My first born is ready to leave the nest. 

O pumilio El Dorado, 0.0.1 
F1 from unrelated parents.

60 dollar special for my first baby. 
LOCALS ONLY! 

I'm in Raleigh NC. Will travel 30-45 (or so) minutes to meet you. 

Pics:

Frog for sale (why is there always poo in the pictures?!)









Young froglet, ready in a few months (He's speckly!)









Young froglet, ready in a few months









There's another froglet hiding in there but he didn't come out for his picture.


----------



## El Saptio Joyas (Jun 15, 2011)

Congrats on Pums. I wont be keeping any those little guys for a while, but they sure are purdy. Thanks for sharing the pics. So what size tank are they housed in??


----------



## frogface (Feb 20, 2010)

They are in a 20 gallon high vert; parents and 4 froglets. It's well planted but starting to get a little crowded.


----------



## frogface (Feb 20, 2010)

Gratuitous pictures of my froglet; still in the water and then testing out his land legs for the first time.


----------



## stevenhman (Feb 19, 2008)

Congrats again Kris! Glad to see your little guys are doing well!

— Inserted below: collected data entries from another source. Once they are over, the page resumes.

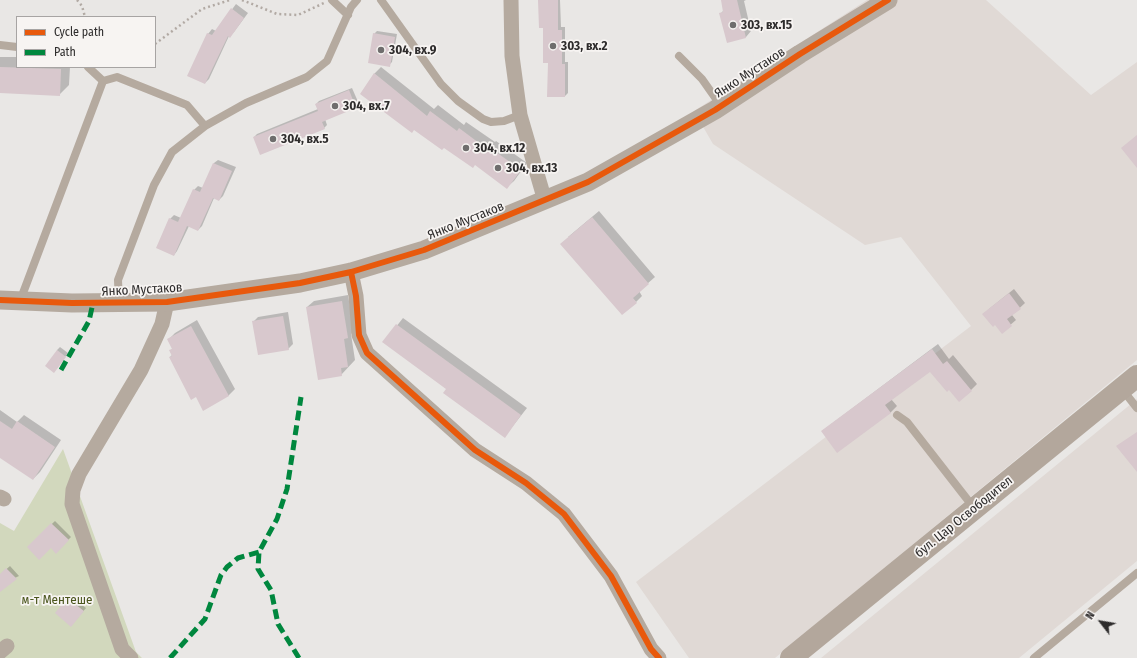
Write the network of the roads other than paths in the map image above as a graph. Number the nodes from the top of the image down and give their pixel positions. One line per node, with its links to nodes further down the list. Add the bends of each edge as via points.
1 (332, 0): 6 (lane)
2 (357, 0): 6 (lane)
3 (381, 0): 13 (lane, via 441,84 458,101 491,122 504,121)
4 (511, 0): 13 (street, via 512,56)
5 (888, 0): 12 (street, Янко Мустаков)
6 (348, 15): 14 (lane, via 327,60 308,77 246,103)
7 (0, 45): 8 (lane)
8 (16, 47)
9 (679, 56): 12 (lane, via 702,79)
10 (89, 68): 11 (lane)
11 (103, 81): 14 (lane, via 117,77 187,105); 18 (lane)
12 (721, 106): 15 (street, Янко Мустаков, via 628,161)
13 (520, 115): 15 (street)
14 (205, 126): 20 (lane, via 172,152 154,185 118,280)
15 (545, 201): 16 (street, Янко Мустаков, via 424,250)
16 (350, 272): 19 (street, Янко Мустаков, via 300,283); 27 (street, via 356,296 359,335 367,353 475,450 526,483 564,514 611,576 651,649)
17 (0, 300): 18 (street, Янко Мустаков)
18 (20, 301): 20 (street, Янко Мустаков)
19 (167, 302): 20 (street, Янко Мустаков); 26 (street, via 162,324 141,370 79,474 73,490 72,504 122,649)
20 (119, 303)
21 (1129, 382): 22 (lane); 24 (main road, бул. Цар Освободител)
22 (1137, 408)
23 (897, 415): 24 (lane, via 907,422)
24 (975, 509): 28 (main road, бул. Цар Освободител)
25 (1137, 573): 29 (lane)
26 (131, 658)
27 (659, 658)
28 (791, 658)
29 (1034, 658)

Our little one outgrew her enclosure


----------



## GregF (Sep 13, 2009)

stevenhman said:


> Congrats again Kris! Glad to see your little guys are doing well!
> 
> Our little one outgrew her enclosure


Hey! I have one of those, too. They are the best, but the upkeep costs are pretty steep.


----------



## frogface (Feb 20, 2010)

She's beautiful, Steven. Want to do a trade?


----------